Rather than let discouragement overtake him and his people, Nehemiah encouraged the people and made them look past their circumstances and to their God:
(13) So in the lowest parts of the space behind the wall, in open places, I stationed the people by their clans, with their swords, their spears, and their bows.
(14) And I looked and arose and said to the nobles and to the officials and to the rest of the people, “Do not be afraid of them. Remember the Lord, who is great and awesome, and fight for your brothers, your sons, your daughters, your wives, and your homes.”
I like watching documentaries about America’s great battles and when those documentaries feature interviews with soldiers who fought in those battles, one thing I hear time and again is: “I wasn’t fighting for the flag or for glory. I was fighting for the guy next to me. I was counting on him and he was counting on me. I didn’t want to let them down.” There’s no shame in that. It’s human nature. Sometimes to keep the drive alive, you have to consider who you’re doing what you’re doing for. Nehemiah understood this. Yes, his people were rebuilding the wall for the glory of God, but they were also doing this for their families, the people who were counting on them to do their job.

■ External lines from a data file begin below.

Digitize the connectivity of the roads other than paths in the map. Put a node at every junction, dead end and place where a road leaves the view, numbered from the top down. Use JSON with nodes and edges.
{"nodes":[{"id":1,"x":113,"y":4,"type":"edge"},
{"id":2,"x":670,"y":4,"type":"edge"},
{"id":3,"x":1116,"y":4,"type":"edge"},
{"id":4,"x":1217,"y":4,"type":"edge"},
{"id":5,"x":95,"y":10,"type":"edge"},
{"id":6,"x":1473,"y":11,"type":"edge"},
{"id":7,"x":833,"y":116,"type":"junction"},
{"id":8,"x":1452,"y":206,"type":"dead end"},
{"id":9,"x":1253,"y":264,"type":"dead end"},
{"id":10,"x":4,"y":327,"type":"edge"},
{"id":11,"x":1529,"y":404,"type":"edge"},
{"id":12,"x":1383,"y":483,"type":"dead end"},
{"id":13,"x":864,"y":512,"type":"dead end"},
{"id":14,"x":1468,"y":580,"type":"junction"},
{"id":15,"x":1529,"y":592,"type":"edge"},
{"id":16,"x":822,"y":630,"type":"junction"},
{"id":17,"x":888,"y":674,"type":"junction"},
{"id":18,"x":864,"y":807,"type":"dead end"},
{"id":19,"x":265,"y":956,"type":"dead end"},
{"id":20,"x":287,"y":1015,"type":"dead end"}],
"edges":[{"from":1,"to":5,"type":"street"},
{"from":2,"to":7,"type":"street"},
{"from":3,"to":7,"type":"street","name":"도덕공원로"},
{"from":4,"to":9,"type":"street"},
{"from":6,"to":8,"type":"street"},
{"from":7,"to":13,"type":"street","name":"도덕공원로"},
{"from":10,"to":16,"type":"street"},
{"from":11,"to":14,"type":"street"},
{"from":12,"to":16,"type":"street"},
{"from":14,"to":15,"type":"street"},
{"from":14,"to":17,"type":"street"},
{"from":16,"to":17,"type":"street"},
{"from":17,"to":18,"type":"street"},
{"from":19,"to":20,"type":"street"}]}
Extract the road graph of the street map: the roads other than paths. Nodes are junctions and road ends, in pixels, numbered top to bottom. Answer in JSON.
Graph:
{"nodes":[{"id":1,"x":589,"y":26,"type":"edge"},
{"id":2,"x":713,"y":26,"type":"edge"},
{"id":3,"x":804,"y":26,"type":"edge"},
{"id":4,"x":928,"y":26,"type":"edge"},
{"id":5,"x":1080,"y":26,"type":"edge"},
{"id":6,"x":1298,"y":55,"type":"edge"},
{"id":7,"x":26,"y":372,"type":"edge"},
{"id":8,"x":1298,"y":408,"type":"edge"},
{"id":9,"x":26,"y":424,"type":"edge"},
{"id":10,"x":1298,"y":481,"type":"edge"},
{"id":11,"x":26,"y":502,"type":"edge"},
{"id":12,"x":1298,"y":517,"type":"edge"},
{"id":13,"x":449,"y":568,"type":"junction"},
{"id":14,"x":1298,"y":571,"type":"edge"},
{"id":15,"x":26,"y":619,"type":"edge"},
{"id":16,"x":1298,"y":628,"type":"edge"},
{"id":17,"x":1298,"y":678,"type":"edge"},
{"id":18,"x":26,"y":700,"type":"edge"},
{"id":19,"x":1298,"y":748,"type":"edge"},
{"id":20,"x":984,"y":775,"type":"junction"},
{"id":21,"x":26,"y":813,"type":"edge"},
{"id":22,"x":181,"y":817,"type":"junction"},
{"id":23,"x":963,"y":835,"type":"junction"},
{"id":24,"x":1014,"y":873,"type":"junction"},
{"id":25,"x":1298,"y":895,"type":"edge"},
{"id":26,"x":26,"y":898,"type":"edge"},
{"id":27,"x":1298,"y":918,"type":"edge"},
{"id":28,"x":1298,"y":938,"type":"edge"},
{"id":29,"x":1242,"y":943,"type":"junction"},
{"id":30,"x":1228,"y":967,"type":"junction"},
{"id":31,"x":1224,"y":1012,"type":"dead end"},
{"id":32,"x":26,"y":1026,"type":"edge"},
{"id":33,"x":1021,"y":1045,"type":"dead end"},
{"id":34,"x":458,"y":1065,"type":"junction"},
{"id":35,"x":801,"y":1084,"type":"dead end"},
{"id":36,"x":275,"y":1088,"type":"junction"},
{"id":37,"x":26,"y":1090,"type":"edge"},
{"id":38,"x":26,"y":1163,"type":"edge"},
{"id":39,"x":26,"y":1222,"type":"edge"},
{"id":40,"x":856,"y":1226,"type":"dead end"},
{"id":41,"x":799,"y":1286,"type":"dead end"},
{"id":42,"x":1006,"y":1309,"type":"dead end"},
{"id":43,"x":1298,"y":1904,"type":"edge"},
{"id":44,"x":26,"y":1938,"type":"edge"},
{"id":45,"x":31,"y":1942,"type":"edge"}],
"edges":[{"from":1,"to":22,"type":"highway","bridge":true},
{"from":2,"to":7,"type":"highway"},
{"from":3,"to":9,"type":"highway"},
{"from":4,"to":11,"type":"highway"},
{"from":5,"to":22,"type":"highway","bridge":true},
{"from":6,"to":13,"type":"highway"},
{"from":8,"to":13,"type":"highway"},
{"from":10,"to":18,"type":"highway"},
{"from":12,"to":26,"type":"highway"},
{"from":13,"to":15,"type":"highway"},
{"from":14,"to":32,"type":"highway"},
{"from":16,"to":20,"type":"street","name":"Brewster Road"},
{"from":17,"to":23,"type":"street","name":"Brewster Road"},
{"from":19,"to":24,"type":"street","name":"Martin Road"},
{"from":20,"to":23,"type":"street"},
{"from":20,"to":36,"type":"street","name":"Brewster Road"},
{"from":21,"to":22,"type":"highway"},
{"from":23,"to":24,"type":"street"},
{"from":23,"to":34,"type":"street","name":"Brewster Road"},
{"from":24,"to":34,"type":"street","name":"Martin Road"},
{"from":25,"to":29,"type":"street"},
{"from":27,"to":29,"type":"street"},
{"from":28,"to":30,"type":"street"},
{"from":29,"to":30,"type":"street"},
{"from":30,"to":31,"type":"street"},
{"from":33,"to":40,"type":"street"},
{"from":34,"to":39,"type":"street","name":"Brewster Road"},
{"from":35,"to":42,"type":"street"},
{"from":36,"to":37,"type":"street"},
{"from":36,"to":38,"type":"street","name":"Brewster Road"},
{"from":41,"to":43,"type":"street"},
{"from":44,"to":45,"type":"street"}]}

Much of what we hope to gain in the “sweet by and by” happens shoulder to shoulder alongside God’s people in the “nasty now and now.” It isn’t always the glory jobs that accomplish the will of God. A lot of it is being faithful in the mundane, everyday tasks of ministry. Sometimes it really is dealing with the rubbish. Who wants to go to a church where the grounds look like junk, where it seems like the people just don’t care? The kingdom of God is advanced by people being faithful in the mundane.